If every advisor takes for granted that a term life policy can pay benefits via periodic payments, the same can’t be said of beneficiaries.
In fact, many beneficiaries associate the payout as a lump sum, a phrase sometimes referred to as the “lump sum lottery.”
Hence the need to re-position term life, which is precisely what Allstate has done with Monthly Income Term. It is just one of a few creative new insurance products hitting the market recently.
“Many families live paycheck to paycheck, so this is relatable to them,” said Brian Stricker, senior vice president of life and retirement products at Allstate.
Allstate sells through its extensive network of career agents.
A policy that pays $5,000 a month in income for many years is more intuitive than $1 million upon death of the policyholder, he said.
Lottery winners can relate to a lump sum, but for most families a windfall doesn’t frame the benefit in terms of how much monthly income the policy will provide.
Monthly Income Term offers a lump-sum option, but that’s not what people are really looking for, Stricker said.
“We wanted to get away from the lump sum,” he said. The income story was “so compelling,” that it “drove everything on this product,” he said.
The first-month payout can be increased by between $10,000 and $25,000 to help families with “immediate needs,” such as funeral costs. Any initial payment that exceeds $10,000 comes at an extra cost, Stricker said.
Monthly Income Term comes with a conversion feature to switch to permanent life, just like any other term plan.
The monthly product can be bought for 10- or 20-year terms and structured to deliver payments over a period of three, five or 10 years, the company said.
Monthly Income Term joins Allstate’s underwritten TrueFit term and simplified issue Basic Term, the company said.
Allstate had $874.5 million of U.S. life insurance sales last year, up 9 percent from the year before, according to data from the National Association of Insurance Commissioners.
Term life premiums rose 1 percent in the second quarter compared to the year-ago period and the number of term policies were flat, industry tracker LIMRA reported.
CB Life Launches First Fee-based MYGA
Colorado Bankers Life has launched its first fee-based multiyear guaranteed annuity (MYGA), a market segment that has seen big sales increases recently with the rise in interest rates.
CB Life’s CBLA-4 is a four-year fixed annuity offering an interest rate of 4 percent, the company said in a news release.
The fee-based product, developed in conjunction with DPL Financial Partners, is a designed to be sold through registered investment advisors (RIA). DPL is an insurance network that markets commission-free insurance products to RIAs.
“The fee-only market is growing and DPL offers a great platform to reach RIAs and their clients with our competitive four-year, tax-deferred product,” said Chad Burns, CB Life’s senior vice president of national accounts, in a news release.
MYGAs compete with bank products like certificates of deposit and when interest rates rise, as they are doing now, fixed annuity product sales often improve.
CBLA-4 joins the company’s CBLA 3, 5 and 7 MYGAs, which guarantee interest rates for 3, 5 and 7 years, respectively.
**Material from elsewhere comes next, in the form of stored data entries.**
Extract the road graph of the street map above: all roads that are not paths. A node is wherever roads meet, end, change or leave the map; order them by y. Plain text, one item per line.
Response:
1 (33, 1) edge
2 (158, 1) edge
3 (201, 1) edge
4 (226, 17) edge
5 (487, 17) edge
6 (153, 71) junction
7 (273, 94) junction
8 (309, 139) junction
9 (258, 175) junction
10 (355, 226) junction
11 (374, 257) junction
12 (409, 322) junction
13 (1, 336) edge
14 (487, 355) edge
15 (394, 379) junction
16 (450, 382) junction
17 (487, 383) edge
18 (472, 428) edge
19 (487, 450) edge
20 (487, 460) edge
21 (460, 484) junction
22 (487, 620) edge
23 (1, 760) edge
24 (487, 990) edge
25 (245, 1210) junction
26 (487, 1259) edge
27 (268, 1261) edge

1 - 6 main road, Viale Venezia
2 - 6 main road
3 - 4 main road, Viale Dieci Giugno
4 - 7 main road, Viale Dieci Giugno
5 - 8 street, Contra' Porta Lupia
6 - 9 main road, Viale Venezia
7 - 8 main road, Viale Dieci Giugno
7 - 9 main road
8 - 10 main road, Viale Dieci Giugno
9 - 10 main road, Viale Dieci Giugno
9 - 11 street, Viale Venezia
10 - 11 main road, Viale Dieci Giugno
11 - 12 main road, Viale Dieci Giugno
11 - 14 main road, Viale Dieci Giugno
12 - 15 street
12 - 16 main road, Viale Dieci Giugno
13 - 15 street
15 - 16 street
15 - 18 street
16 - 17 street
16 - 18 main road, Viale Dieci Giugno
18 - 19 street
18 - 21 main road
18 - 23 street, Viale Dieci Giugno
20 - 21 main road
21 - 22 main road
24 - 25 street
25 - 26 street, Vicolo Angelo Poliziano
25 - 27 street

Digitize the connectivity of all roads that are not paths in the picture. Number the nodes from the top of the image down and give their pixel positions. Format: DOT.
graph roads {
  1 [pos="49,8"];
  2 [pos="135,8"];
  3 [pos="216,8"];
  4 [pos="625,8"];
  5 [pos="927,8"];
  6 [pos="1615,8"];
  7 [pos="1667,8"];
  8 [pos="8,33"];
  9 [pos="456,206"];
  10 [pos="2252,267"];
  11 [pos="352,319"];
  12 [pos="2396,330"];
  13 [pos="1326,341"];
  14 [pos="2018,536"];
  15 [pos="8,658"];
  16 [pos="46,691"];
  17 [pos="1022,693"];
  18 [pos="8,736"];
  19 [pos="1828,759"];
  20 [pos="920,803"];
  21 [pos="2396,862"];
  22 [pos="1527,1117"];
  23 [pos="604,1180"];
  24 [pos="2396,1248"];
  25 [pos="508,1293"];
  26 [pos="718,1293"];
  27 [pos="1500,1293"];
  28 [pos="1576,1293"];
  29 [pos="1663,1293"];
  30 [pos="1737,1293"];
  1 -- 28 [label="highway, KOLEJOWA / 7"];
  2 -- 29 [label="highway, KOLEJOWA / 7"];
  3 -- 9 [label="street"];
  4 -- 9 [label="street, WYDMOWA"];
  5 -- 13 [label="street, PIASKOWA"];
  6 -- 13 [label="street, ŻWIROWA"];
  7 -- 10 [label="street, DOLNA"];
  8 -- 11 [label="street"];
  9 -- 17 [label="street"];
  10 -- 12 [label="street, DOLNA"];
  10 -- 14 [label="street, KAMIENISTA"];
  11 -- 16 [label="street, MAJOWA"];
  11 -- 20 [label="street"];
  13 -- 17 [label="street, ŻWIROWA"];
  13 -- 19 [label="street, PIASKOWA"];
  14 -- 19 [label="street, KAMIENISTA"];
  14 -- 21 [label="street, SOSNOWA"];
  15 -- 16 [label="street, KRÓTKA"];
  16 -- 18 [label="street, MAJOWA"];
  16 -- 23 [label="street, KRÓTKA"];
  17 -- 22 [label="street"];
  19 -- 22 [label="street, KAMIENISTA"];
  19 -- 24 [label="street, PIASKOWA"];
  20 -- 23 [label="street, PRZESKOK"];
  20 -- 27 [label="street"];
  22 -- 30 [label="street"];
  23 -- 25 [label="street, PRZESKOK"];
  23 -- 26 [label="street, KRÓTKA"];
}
CBLA 3, 5 and 7, which are commission-based, carry withdrawal charges, according to CB Life.
MYGA sales jumped in the second quarter in the wake of two Federal Reserve rate increases in the first half of the year. The Fed raised rates again last month.
Second-quarter MYGA sales rose 27 percent to $10 billion over the year-ago quarter and 23 percent over the first quarter, according to market tracker Wink’s Sales & Market Report.
Fixed annuities have traditionally been sold via commission, but more fee-based fixed annuities are coming onto the market specifically to appeal to RIAs, one of the fastest-growing advisor segments.
RIAs have traditionally been skittish of selling commission-based products because of the perceived fiduciary risk.
Last week, Nationwide Advisory Solutions began selling a new single-premium immediate annuity, or SPIA, also designed to be sold by the company’s 5,500 RIAs and fee-based advisors.
Because there are no commissions built into the design of a fee-based annuity, the money that would otherwise go to the agent remains in the product.
Depending on fee structures, however, commission-based products are the better deal, according to insurance companies.
Whether earning a commission or a fee, advisors have more choices than ever even if fee-based annuity sales still represent a mere sliver of overall annuity sales, which last year hit $204 billion.
Overall annuity sales in the first half were $111 billion, up 5 percent from the year-ago period, LIMRA Secure Retirement Institute reported.